Alleanza per spartirsi il Colle Il Cav teme l’inciucio Pd-Udc

Bersani e Casini vorrebbero scegliere il prossimo presidente Napolitano insegna: dal Quirinale si decidono le sorti del Paese

Alleanza per spartirsi il Colle Il Cav teme l’inciucio Pd-Udc
Roma - Lo sospetta già da qualche settimana, da quando non sono andati a buon fine al­cuni incontri nei quali si è cercato di verificare se vi fosse ancora spa­zio per un riavvicinamento con Ca­sini. Ma ormai da qualche giorno, almeno nella testa del Cavaliere, il sospetto è diventato certezza: il lea­der Udc e Bersani puntano a spar­tirsi il Quirinale di qui al 2020. Il prossimo Parlamento, infatti, sarà quello che indicherà il nuovo inqui­lino del Colle e Berlusconi­è convin­to che i due vogliano gestire la parti­ta in solitudine. E sarebbe questa la ragione principale per cui a Casini e Bersani non dispiacerebbe un vo­to anticipato, magari a ottobre. Aspettare la scadenza naturale del­la legislatura nel 2013, infatti, da­rebbe ancora fiato all’antipolitica di Grillo e al Sel di Vendola, con il ri­schio che i loro voti crescano anco­ra e magari possano poi condizio­nare pesantemente la nomina del successore di Napolitano.
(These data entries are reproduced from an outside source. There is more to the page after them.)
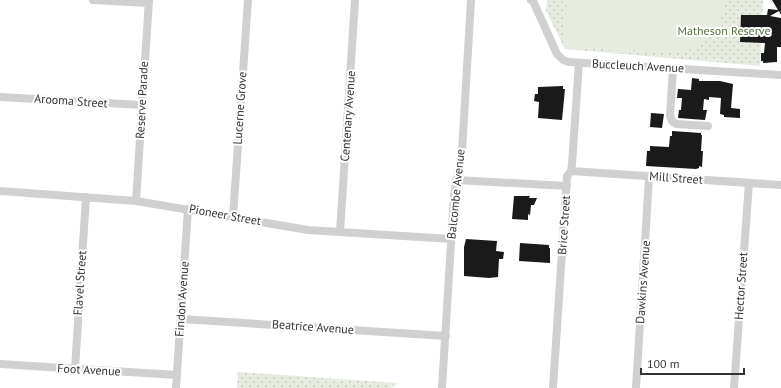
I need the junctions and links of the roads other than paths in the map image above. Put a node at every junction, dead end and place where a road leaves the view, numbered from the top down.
1 (93, 0) edge
2 (248, 0) edge
3 (355, 0) edge
4 (471, 0) edge
5 (533, 0) edge
6 (148, 2) edge
7 (579, 63) junction
8 (673, 68) junction
9 (781, 75) edge
10 (0, 97) edge
11 (142, 105) junction
12 (708, 126) dead end
13 (571, 171) junction
14 (649, 176) junction
15 (456, 180) junction
16 (748, 183) junction
17 (781, 185) edge
18 (567, 186) junction
19 (0, 191) edge
20 (86, 197) junction
21 (136, 201) junction
22 (188, 209) junction
23 (233, 217) junction
24 (340, 232) junction
25 (451, 239) junction
26 (181, 319) junction
27 (446, 336) junction
28 (0, 364) edge
29 (75, 369) junction
30 (177, 375) junction
31 (176, 388) edge
32 (442, 388) edge
33 (553, 388) edge
34 (636, 388) edge
35 (734, 388) edge

1 - 6 street
2 - 23 street, Lucerne Grove
3 - 24 street, Centenary Avenue
4 - 15 street, Balcombe Avenue
5 - 7 street, Buccleuch Avenue
6 - 11 street, Reserve Parade
7 - 8 street, Buccleuch Avenue
7 - 13 street, Brice Street
8 - 9 street, Buccleuch Avenue
8 - 12 street
10 - 11 street, Arooma Street
11 - 21 street, Reserve Parade
13 - 14 street, Mill Street
13 - 18 street, Brice Street
14 - 16 street, Mill Street
14 - 34 street, Dawkins Avenue
15 - 18 street
15 - 25 street, Balcombe Avenue
16 - 17 street, Mill Street
16 - 35 street, Hector Street
18 - 33 street, Brice Street
19 - 20 street, Pioneer Street
20 - 21 street, Pioneer Street
20 - 29 street, Flavel Street
21 - 22 street, Pioneer Street
22 - 23 street, Pioneer Street
22 - 26 street, Findon Avenue
23 - 24 street, Pioneer Street
24 - 25 street, Pioneer Street
25 - 27 street, Balcombe Avenue
26 - 27 street, Beatrice Avenue
26 - 30 street, Findon Avenue
27 - 32 street, Balcombe Avenue
28 - 29 street, Foot Avenue
29 - 30 street, Foot Avenue
30 - 31 street, Findon Avenue

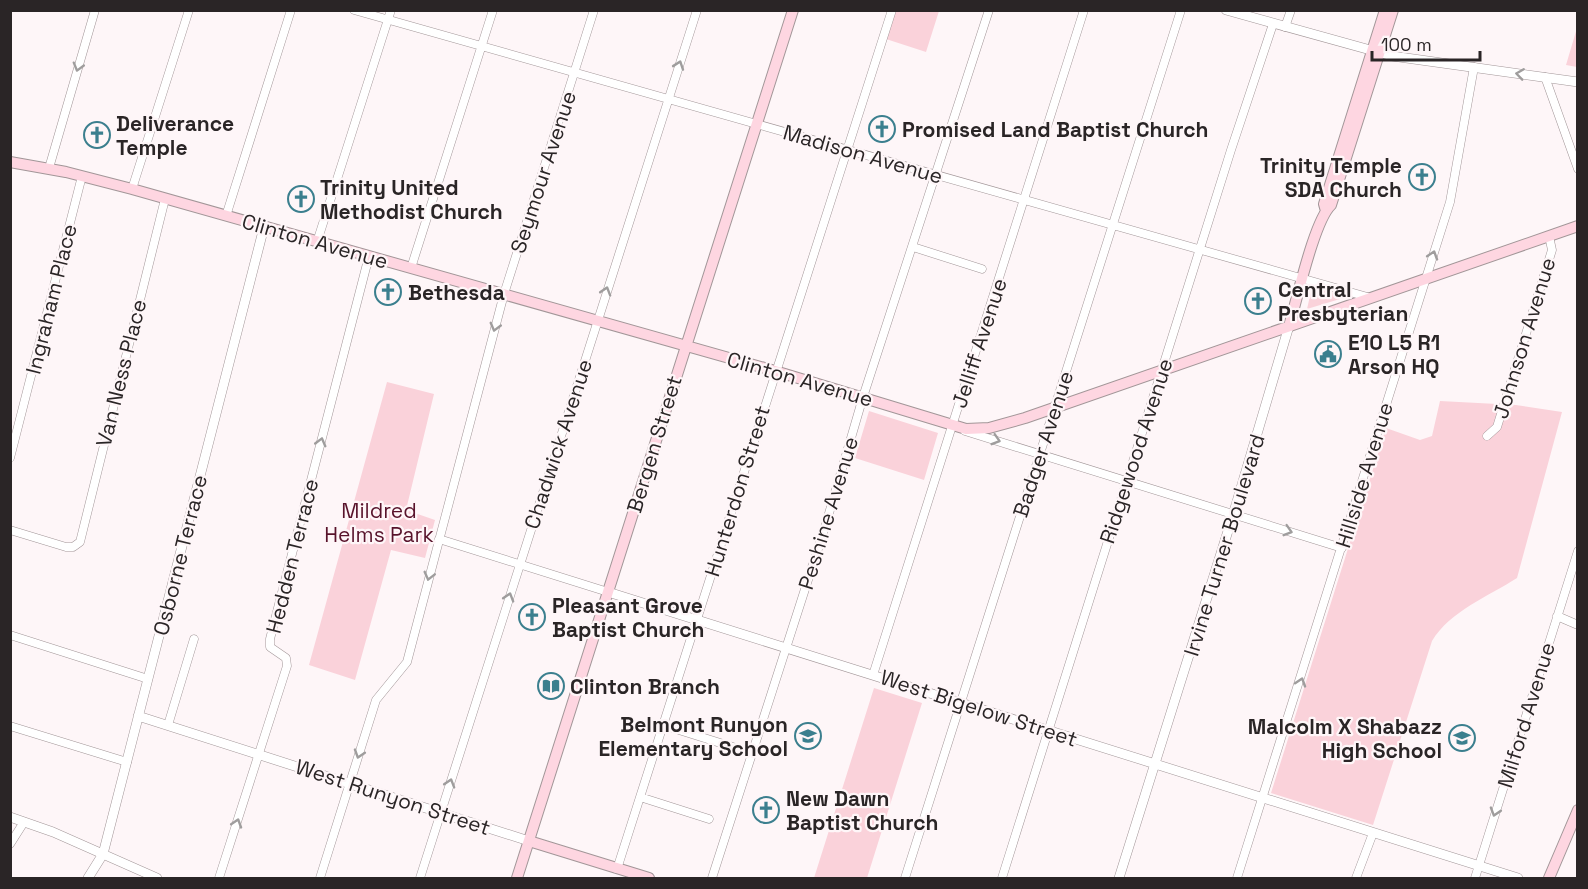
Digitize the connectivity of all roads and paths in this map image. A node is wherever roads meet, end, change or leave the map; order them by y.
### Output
1 (95, 10) edge
2 (189, 10) edge
3 (291, 10) edge
4 (354, 10) edge
5 (391, 10) edge
6 (493, 10) edge
7 (594, 10) edge
8 (697, 10) edge
9 (793, 10) edge
10 (892, 10) edge
11 (989, 10) edge
12 (1084, 10) edge
13 (1181, 10) edge
14 (1226, 10) edge
15 (1291, 10) edge
16 (1385, 10) edge
17 (1393, 10) edge
18 (388, 20) junction
19 (1273, 24) junction
20 (1286, 27) junction
21 (481, 46) junction
22 (1375, 52) junction
23 (1474, 67) junction
24 (574, 73) junction
25 (1545, 77) junction
26 (1578, 82) edge
27 (667, 99) junction
28 (756, 123) junction
29 (847, 150) junction
30 (10, 162) edge
31 (49, 168) junction
32 (1578, 169) edge
33 (937, 175) junction
34 (82, 176) junction
35 (132, 189) junction
36 (165, 199) junction
37 (1025, 200) junction
38 (226, 216) junction
39 (1113, 224) junction
40 (1578, 226) edge
41 (264, 227) junction
42 (1549, 236) junction
43 (317, 242) junction
44 (914, 248) junction
45 (1201, 248) junction
46 (369, 256) junction
47 (411, 268) junction
48 (982, 269) dead end
49 (1304, 277) junction
50 (1425, 279) junction
51 (504, 294) junction
52 (1371, 298) junction
53 (597, 321) junction
54 (1289, 326) junction
55 (686, 345) junction
56 (775, 371) junction
57 (1161, 371) junction
58 (863, 397) junction
59 (1054, 409) junction
60 (952, 427) junction
61 (1487, 436) dead end
62 (1040, 454) junction
63 (10, 458) edge
64 (1126, 481) junction
65 (1233, 515) junction
66 (11, 531) edge
67 (439, 539) junction
68 (1342, 548) junction
69 (1578, 551) edge
70 (519, 565) junction
71 (608, 592) junction
72 (1557, 616) junction
73 (696, 620) junction
74 (1578, 625) edge
75 (10, 635) edge
76 (194, 639) dead end
77 (784, 648) junction
78 (873, 675) junction
79 (148, 679) junction
80 (961, 702) junction
81 (138, 716) junction
82 (168, 725) junction
83 (663, 725) junction
84 (10, 726) edge
85 (1047, 730) junction
86 (733, 747) dead end
87 (259, 754) junction
88 (127, 762) junction
89 (1155, 765) junction
90 (350, 783) junction
91 (640, 797) junction
92 (1262, 797) junction
93 (1577, 812) edge
94 (441, 813) junction
95 (10, 817) edge
96 (709, 819) dead end
97 (24, 822) junction
98 (1373, 833) junction
99 (529, 841) junction
100 (10, 844) edge
101 (103, 854) junction
102 (1479, 866) junction
103 (618, 868) junction
104 (88, 879) edge
105 (157, 879) edge
106 (219, 879) edge
107 (320, 879) edge
108 (420, 879) edge
109 (517, 879) edge
110 (649, 879) edge
111 (712, 879) edge
112 (905, 879) edge
113 (1002, 879) edge
114 (1119, 879) edge
115 (1237, 879) edge
116 (1356, 879) edge
117 (1474, 879) edge
118 (1518, 879) edge
119 (1549, 879) edge

1 -> 31 street
2 - 35 street
3 - 38 street
4 - 18 street, Madison Avenue
5 - 18 street
6 - 21 street
7 - 24 street, Seymour Avenue
27 -> 8 street, Chadwick Avenue
9 - 28 main road, Bergen Street
10 - 29 street, Hunterdon Street
11 - 33 street, Peshine Avenue
12 - 37 street, Jelliff Avenue
13 - 39 street, Badger Avenue
14 - 19 street
15 - 20 street
16 - 22 main road, Irvine Turner Boulevard
17 - 22 main road, Irvine Turner Boulevard
18 - 21 street, Madison Avenue
18 - 43 street
19 - 20 street
19 - 45 street, Ridgewood Avenue
20 - 22 street
21 - 24 street, Madison Avenue
21 - 47 street
22 - 23 street
22 - 49 main road, Irvine Turner Boulevard
25 -> 23 street
50 -> 23 street, Hillside Avenue
24 - 27 street, Madison Avenue
24 - 51 street, Seymour Avenue
25 - 26 street
25 - 32 street
27 - 28 street, Madison Avenue
53 -> 27 street, Chadwick Avenue
28 - 29 street, Madison Avenue
28 - 55 main road, Bergen Street
29 - 33 street, Madison Avenue
29 - 56 street, Hunterdon Street
30 - 31 main road, Clinton Avenue
31 - 34 main road, Clinton Avenue
33 - 37 street, Madison Avenue
33 - 44 street, Peshine Avenue
34 - 35 main road, Clinton Avenue
34 - 63 street, Ingraham Place
35 - 36 main road, Clinton Avenue
36 - 38 main road, Clinton Avenue
36 - 66 street, Van Ness Place
37 - 39 street, Madison Avenue
37 - 60 street, Jelliff Avenue
38 - 41 main road, Clinton Avenue
39 - 45 street, Madison Avenue
39 - 59 street, Badger Avenue
40 - 42 main road, Clinton Avenue
41 - 43 main road, Clinton Avenue
41 - 79 street, Osborne Terrace
42 - 50 main road, Clinton Avenue
42 - 61 street, Johnson Avenue
43 - 46 main road, Clinton Avenue
44 - 48 street
44 - 58 street, Peshine Avenue
45 - 49 street, Madison Avenue
45 - 57 street, Ridgewood Avenue
46 - 47 main road, Clinton Avenue
87 -> 46 street, Hedden Terrace
47 - 51 main road, Clinton Avenue
49 - 52 street, Madison Avenue
49 - 54 main road, Irvine Turner Boulevard
50 - 52 main road, Clinton Avenue
50 - 68 street, Hillside Avenue
51 - 53 main road, Clinton Avenue
51 -> 67 street, Seymour Avenue
52 - 54 main road, Clinton Avenue
53 - 55 main road, Clinton Avenue
53 - 70 street, Chadwick Avenue
54 - 57 main road, Clinton Avenue
54 - 65 street, Irvine Turner Boulevard
55 - 56 main road, Clinton Avenue
55 - 71 main road, Bergen Street
56 - 58 main road, Clinton Avenue
56 - 73 street, Hunterdon Street
57 - 59 main road, Clinton Avenue
57 - 64 street, Ridgewood Avenue
58 - 60 main road, Clinton Avenue
58 - 77 street, Peshine Avenue
59 - 60 main road, Clinton Avenue
59 - 62 street, Badger Avenue
60 -> 62 street
60 - 78 street, Jelliff Avenue
62 - 64 street
62 - 80 street, Badger Avenue
64 - 65 street
64 - 85 street, Ridgewood Avenue
65 -> 68 street
65 - 89 street, Irvine Turner Boulevard
67 - 70 street, West Bigelow Street
67 -> 90 street, Seymour Avenue
92 -> 68 street, Hillside Avenue
69 - 72 street, Milford Avenue
70 - 71 street, West Bigelow Street
94 -> 70 street, Chadwick Avenue
71 - 73 street, West Bigelow Street
71 - 99 main road, Bergen Street
72 - 74 street
72 -> 102 street, Milford Avenue
73 - 77 street, West Bigelow Street
73 - 83 street, Hunterdon Street
75 - 79 street
76 - 82 street
77 - 78 street, West Bigelow Street
77 - 111 street, Peshine Avenue
78 - 80 street, West Bigelow Street
79 - 81 street, Osborne Terrace
80 - 85 street, West Bigelow Street
80 - 112 street, Badger Avenue
81 - 82 street, West Runyon Street
81 - 88 street, Osborne Terrace
82 - 87 street, West Runyon Street
83 - 86 street
83 - 91 street, Hunterdon Street
84 - 88 street
85 - 89 street, West Bigelow Street
85 - 113 street, Ridgewood Avenue
87 - 90 street, West Runyon Street
106 -> 87 street, Hedden Terrace
88 - 101 street, Osborne Terrace
89 - 92 street, West Bigelow Street
89 - 114 street, Irvine Turner Boulevard
90 - 94 street, West Runyon Street
90 - 107 street, Seymour Avenue
91 - 96 street
91 - 103 street, Hunterdon Street
92 - 98 street, West Bigelow Street
92 - 115 street, Hillside Avenue
93 - 119 main road
94 - 99 street, West Runyon Street
94 - 108 street, Chadwick Avenue
95 - 97 street
97 - 100 street
97 - 101 street
98 - 102 street, West Bigelow Street
98 - 116 street
99 - 103 main road, West Runyon Street
99 - 109 main road, Bergen Street
101 - 104 street, Osborne Terrace
101 - 105 street
102 - 117 street, Milford Avenue
102 - 118 street, West Bigelow Street
103 - 110 main road, West Runyon Street

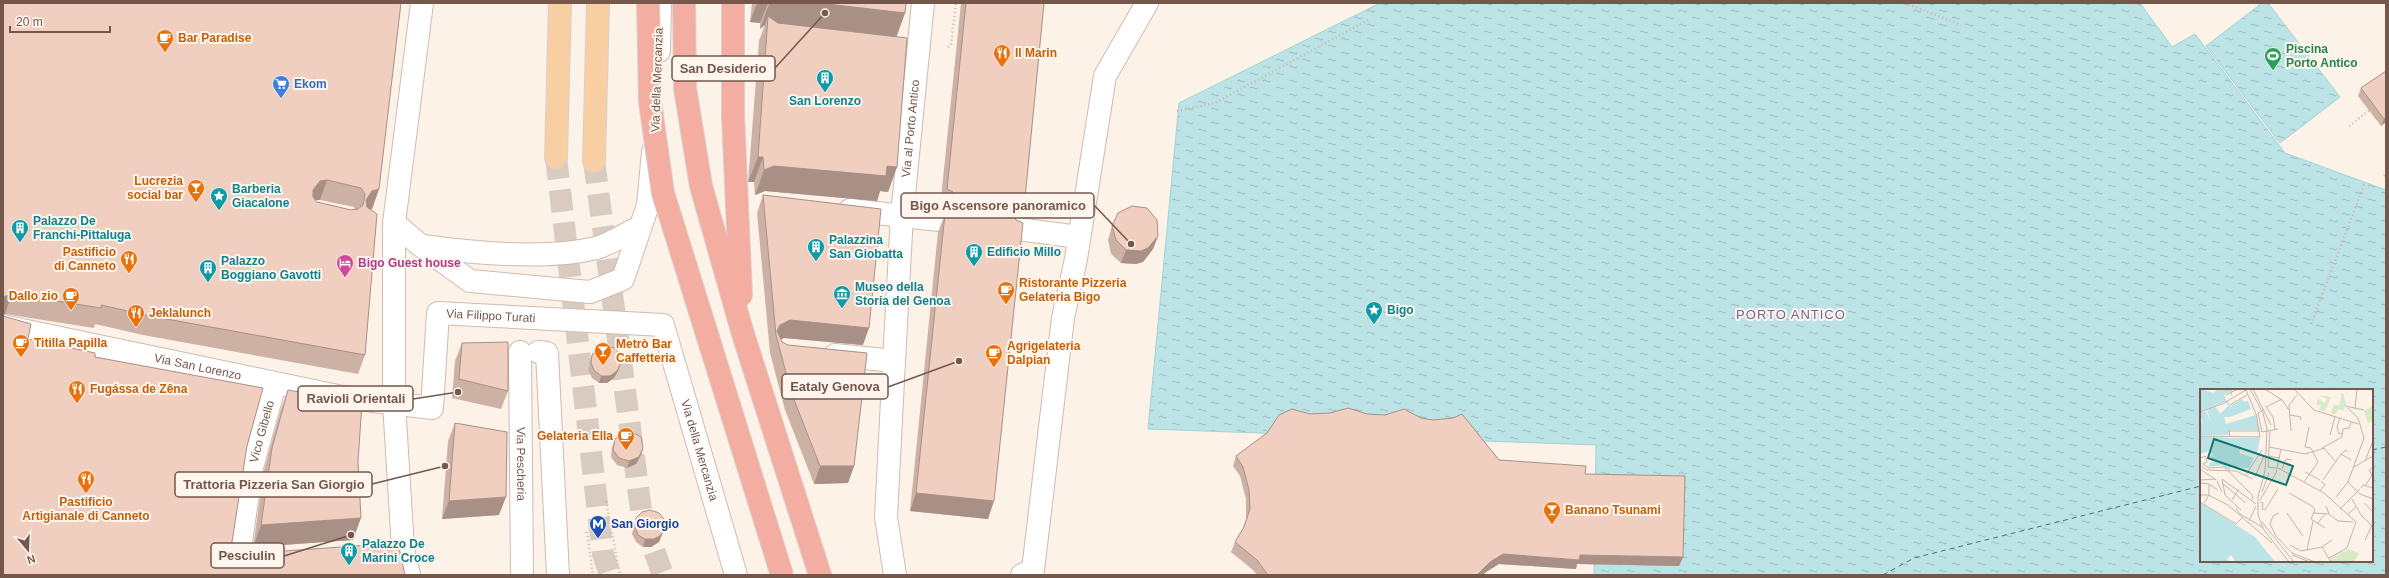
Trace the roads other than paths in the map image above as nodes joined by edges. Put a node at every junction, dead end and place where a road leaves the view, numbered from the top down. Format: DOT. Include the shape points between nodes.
graph roads {
  1 [pos="422,3"];
  2 [pos="560,3"];
  3 [pos="598,3"];
  4 [pos="648,3"];
  5 [pos="660,3"];
  6 [pos="684,3"];
  7 [pos="733,3"];
  8 [pos="923,3"];
  9 [pos="1147,3"];
  10 [pos="895,50"];
  11 [pos="918,53"];
  12 [pos="556,157"];
  13 [pos="594,161"];
  14 [pos="833,209"];
  15 [pos="902,215"];
  16 [pos="939,220"];
  17 [pos="371,221"];
  18 [pos="394,223"];
  19 [pos="640,226"];
  20 [pos="1017,229"];
  21 [pos="1079,237"];
  22 [pos="420,246"];
  23 [pos="663,325"];
  24 [pos="3,326"];
  25 [pos="743,334"];
  26 [pos="815,353"];
  27 [pos="894,361"];
  28 [pos="275,384"];
  29 [pos="394,403"];
  30 [pos="259,559"];
  31 [pos="236,568"];
  32 [pos="409,575"];
  33 [pos="522,575"];
  34 [pos="558,575"];
  35 [pos="736,575"];
  36 [pos="782,575"];
  37 [pos="820,575"];
  38 [pos="895,575"];
  39 [pos="1022,575"];
  1 -- 18 [label="street"];
  2 -- 12 [label="main road"];
  3 -- 13 [label="main road"];
  4 -- 36 [label="highway, bridge" via="650,102 663,193"];
  5 -- 19 [label="street, Via della Mercanzia" via="658,120 648,205"];
  6 -- 25 [label="highway" via="685,88 694,149 701,186"];
  7 -- 25 [label="highway" via="733,116"];
  8 -- 11 [label="street, Via al Porto Antico"];
  9 -- 21 [label="street" via="1105,76"];
  10 -- 11 [label="street"];
  11 -- 15 [label="street, Via al Porto Antico"];
  14 -- 15 [label="street"];
  15 -- 16 [label="street"];
  15 -- 27 [label="street, Via al Porto Antico"];
  17 -- 18 [label="street"];
  18 -- 22 [label="street"];
  18 -- 29 [label="street"];
  19 -- 22 [label="street" via="597,248 546,254 468,252"];
  19 -- 22 [label="street" via="623,278 590,292 470,281"];
  20 -- 21 [label="street"];
  21 -- 39 [label="street" via="1063,318 1033,570"];
  23 -- 29 [label="street, Via Filippo Turati" via="438,313 432,408"];
  23 -- 35 [label="street, Via della Mercanzia"];
  24 -- 28 [label="street, Via San Lorenzo"];
  25 -- 37 [label="highway"];
  26 -- 27 [label="street"];
  27 -- 38 [label="street, Via al Porto Antico" via="886,517"];
  28 -- 29 [label="street, Via San Lorenzo" via="342,397"];
  28 -- 31 [label="street, Vico Gibello" via="252,467"];
  29 -- 32 [label="street" via="393,549"];
  30 -- 31 [label="street"];
  33 -- 34 [label="street, Via Pescheria" via="529,352 547,352"];
}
Uno scenario, quello immagina­to dal Cavaliere, che trova qualche conferma in un clima che nell’ulti­ma settimana è tornato quello di sei mesi fa. A partire dalle inchieste che riguardano l’ex premier, tutte improvvisamente di nuovo sotto i riflettori: non solo il processo Ru­by, ma anche il caso Lavitola e il nuovo fascicolo aperto a Bari a cari­co di Berlusconi che avrebbe «in­dotto a mentire» Tarantini. Senza considerare che alle prese con i guai giudiziari ci sono anche For­migoni- e fino a qualche tempo fa il governo della Lombardia era uno dei fiori all’occhiello del Pdl-e la Le­ga. Insomma, s’andasse a votare a breve, sul centrodestra pese­re­bbero non poche le in­chieste della magi­stratura.

Ma al di là del fronte giudizia­rio - che, faceva notare qualche giorno fa il Cava­liere in privato, «in Italia si riaccen­de sempre quando s’avvicinano le urne» - ci sono pure gli smottamen­ti al centro degli ultimissimi giorni.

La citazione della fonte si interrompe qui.